(Saved entries)
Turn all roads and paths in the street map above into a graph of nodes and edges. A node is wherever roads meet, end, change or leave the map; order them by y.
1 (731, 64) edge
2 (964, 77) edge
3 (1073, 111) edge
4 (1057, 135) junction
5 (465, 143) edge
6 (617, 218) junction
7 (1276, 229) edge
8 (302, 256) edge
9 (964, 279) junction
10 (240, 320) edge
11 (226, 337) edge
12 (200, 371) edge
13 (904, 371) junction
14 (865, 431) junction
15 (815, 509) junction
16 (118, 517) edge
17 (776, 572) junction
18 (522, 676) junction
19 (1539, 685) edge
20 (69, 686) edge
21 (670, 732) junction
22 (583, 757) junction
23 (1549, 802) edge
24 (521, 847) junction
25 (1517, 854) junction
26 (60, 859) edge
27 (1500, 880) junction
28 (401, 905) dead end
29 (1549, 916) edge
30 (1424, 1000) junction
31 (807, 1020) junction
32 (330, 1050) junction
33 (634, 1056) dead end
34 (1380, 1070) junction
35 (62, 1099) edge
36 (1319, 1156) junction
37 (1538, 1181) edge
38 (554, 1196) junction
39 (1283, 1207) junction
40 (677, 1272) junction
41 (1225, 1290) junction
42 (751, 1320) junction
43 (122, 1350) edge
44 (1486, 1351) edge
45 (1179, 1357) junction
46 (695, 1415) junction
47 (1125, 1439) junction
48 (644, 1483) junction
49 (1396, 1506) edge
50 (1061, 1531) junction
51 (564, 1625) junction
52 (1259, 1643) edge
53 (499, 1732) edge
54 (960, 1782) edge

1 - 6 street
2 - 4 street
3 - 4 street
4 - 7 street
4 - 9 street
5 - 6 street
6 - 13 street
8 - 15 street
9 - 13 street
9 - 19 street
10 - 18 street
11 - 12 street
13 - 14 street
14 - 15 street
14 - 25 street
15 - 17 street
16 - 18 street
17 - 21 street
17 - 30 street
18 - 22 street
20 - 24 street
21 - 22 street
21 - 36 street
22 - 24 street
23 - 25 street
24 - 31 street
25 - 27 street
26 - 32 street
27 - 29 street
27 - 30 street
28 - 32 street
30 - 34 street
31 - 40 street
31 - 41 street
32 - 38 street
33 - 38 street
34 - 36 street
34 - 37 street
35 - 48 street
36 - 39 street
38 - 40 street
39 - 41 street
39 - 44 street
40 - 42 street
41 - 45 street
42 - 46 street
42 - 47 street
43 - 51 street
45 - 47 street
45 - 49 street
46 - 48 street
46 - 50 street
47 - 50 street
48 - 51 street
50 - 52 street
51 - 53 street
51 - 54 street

◆ EXERCISE INSTRUCTIONS: Repeat the records exactly, including every line.

◆ RESULT:
Turn all roads and paths in the street map above into a graph of nodes and edges. A node is wherever roads meet, end, change or leave the map; order them by y.
1 (731, 64) edge
2 (964, 77) edge
3 (1073, 111) edge
4 (1057, 135) junction
5 (465, 143) edge
6 (617, 218) junction
7 (1276, 229) edge
8 (302, 256) edge
9 (964, 279) junction
10 (240, 320) edge
11 (226, 337) edge
12 (200, 371) edge
13 (904, 371) junction
14 (865, 431) junction
15 (815, 509) junction
16 (118, 517) edge
17 (776, 572) junction
18 (522, 676) junction
19 (1539, 685) edge
20 (69, 686) edge
21 (670, 732) junction
22 (583, 757) junction
23 (1549, 802) edge
24 (521, 847) junction
25 (1517, 854) junction
26 (60, 859) edge
27 (1500, 880) junction
28 (401, 905) dead end
29 (1549, 916) edge
30 (1424, 1000) junction
31 (807, 1020) junction
32 (330, 1050) junction
33 (634, 1056) dead end
34 (1380, 1070) junction
35 (62, 1099) edge
36 (1319, 1156) junction
37 (1538, 1181) edge
38 (554, 1196) junction
39 (1283, 1207) junction
40 (677, 1272) junction
41 (1225, 1290) junction
42 (751, 1320) junction
43 (122, 1350) edge
44 (1486, 1351) edge
45 (1179, 1357) junction
46 (695, 1415) junction
47 (1125, 1439) junction
48 (644, 1483) junction
49 (1396, 1506) edge
50 (1061, 1531) junction
51 (564, 1625) junction
52 (1259, 1643) edge
53 (499, 1732) edge
54 (960, 1782) edge

1 - 6 street
2 - 4 street
3 - 4 street
4 - 7 street
4 - 9 street
5 - 6 street
6 - 13 street
8 - 15 street
9 - 13 street
9 - 19 street
10 - 18 street
11 - 12 street
13 - 14 street
14 - 15 street
14 - 25 street
15 - 17 street
16 - 18 street
17 - 21 street
17 - 30 street
18 - 22 street
20 - 24 street
21 - 22 street
21 - 36 street
22 - 24 street
23 - 25 street
24 - 31 street
25 - 27 street
26 - 32 street
27 - 29 street
27 - 30 street
28 - 32 street
30 - 34 street
31 - 40 street
31 - 41 street
32 - 38 street
33 - 38 street
34 - 36 street
34 - 37 street
35 - 48 street
36 - 39 street
38 - 40 street
39 - 41 street
39 - 44 street
40 - 42 street
41 - 45 street
42 - 46 street
42 - 47 street
43 - 51 street
45 - 47 street
45 - 49 street
46 - 48 street
46 - 50 street
47 - 50 street
48 - 51 street
50 - 52 street
51 - 53 street
51 - 54 street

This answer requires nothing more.